§ **RAW DATA**
'''
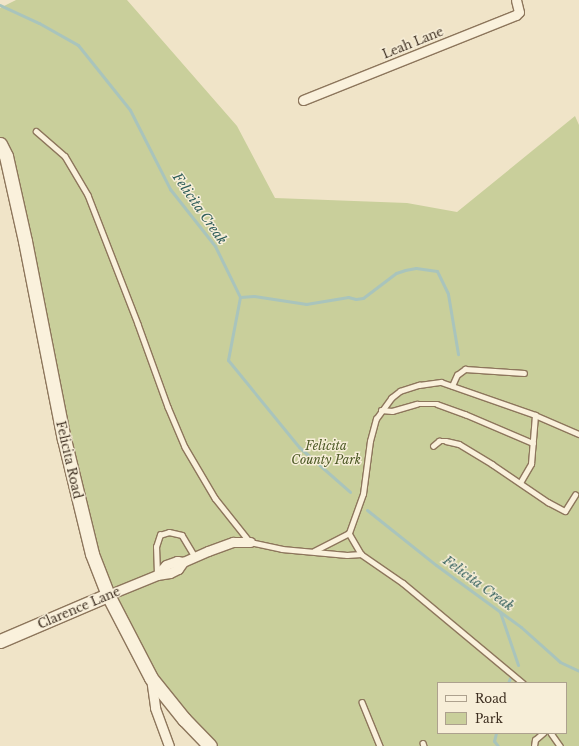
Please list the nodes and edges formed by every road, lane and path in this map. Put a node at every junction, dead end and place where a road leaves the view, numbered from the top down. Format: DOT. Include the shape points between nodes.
graph roads {
  1 [pos="516,0"];
  2 [pos="303,100"];
  3 [pos="36,131"];
  4 [pos="0,144"];
  5 [pos="524,373"];
  6 [pos="452,386"];
  7 [pos="381,410"];
  8 [pos="535,415"];
  9 [pos="579,434"];
  10 [pos="533,443"];
  11 [pos="433,446"];
  12 [pos="520,483"];
  13 [pos="575,495"];
  14 [pos="348,533"];
  15 [pos="250,542"];
  16 [pos="314,551"];
  17 [pos="361,554"];
  18 [pos="195,557"];
  19 [pos="157,575"];
  20 [pos="108,595"];
  21 [pos="0,641"];
  22 [pos="151,678"];
  23 [pos="522,682"];
  24 [pos="362,702"];
  25 [pos="542,734"];
  26 [pos="552,734"];
  27 [pos="169,746"];
  28 [pos="210,746"];
  29 [pos="380,746"];
  30 [pos="534,746"];
  31 [pos="560,746"];
  1 -- 2 [label="street, Leah Lane" via="519,12 516,15"];
  3 -- 15 [label="lane" via="65,156 88,195 185,447 215,498"];
  4 -- 20 [label="main road, Felicita Road" via="6,156 25,240 53,387 81,514 92,554"];
  5 -- 6 [label="lane" via="465,369 456,375"];
  6 -- 7 [label="lane" via="441,382 409,388 391,398"];
  6 -- 8 [label="lane"];
  7 -- 10 [label="lane" via="392,411 417,404 437,404"];
  7 -- 14 [label="lane" via="371,435 363,494"];
  8 -- 9 [label="lane"];
  8 -- 10 [label="lane"];
  10 -- 12 [label="lane" via="531,464"];
  11 -- 12 [label="lane" via="439,441 459,444"];
  12 -- 13 [label="lane" via="565,511"];
  14 -- 16 [label="lane"];
  14 -- 17 [label="lane"];
  15 -- 16 [label="lane"];
  15 -- 18 [label="street, Clarence Lane" via="233,542"];
  16 -- 17 [label="lane"];
  17 -- 23 [label="lane" via="403,583"];
  18 -- 19 [label="street, Clarence Lane" via="183,562 178,569 170,573"];
  18 -- 19 [label="lane" via="182,535 169,532 160,535 156,547"];
  19 -- 20 [label="street, Clarence Lane"];
  20 -- 21 [label="main road, Clarence Lane"];
  20 -- 22 [label="main road, Felicita Road"];
  22 -- 27 [label="street" via="155,708"];
  22 -- 28 [label="main road, Felicita Road"];
  24 -- 29 [label="lane"];
  25 -- 30 [label="lane" via="535,740"];
  26 -- 31 [label="lane"];
}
'''
§ **WORK TO COMPLETE**
Where does the word "Clarence" appear in the records above? Return every line that holds it.

§ **ANSWER SPACE**
  15 -- 18 [label="street, Clarence Lane" via="233,542"];
  18 -- 19 [label="street, Clarence Lane" via="183,562 178,569 170,573"];
  19 -- 20 [label="street, Clarence Lane"];
  20 -- 21 [label="main road, Clarence Lane"];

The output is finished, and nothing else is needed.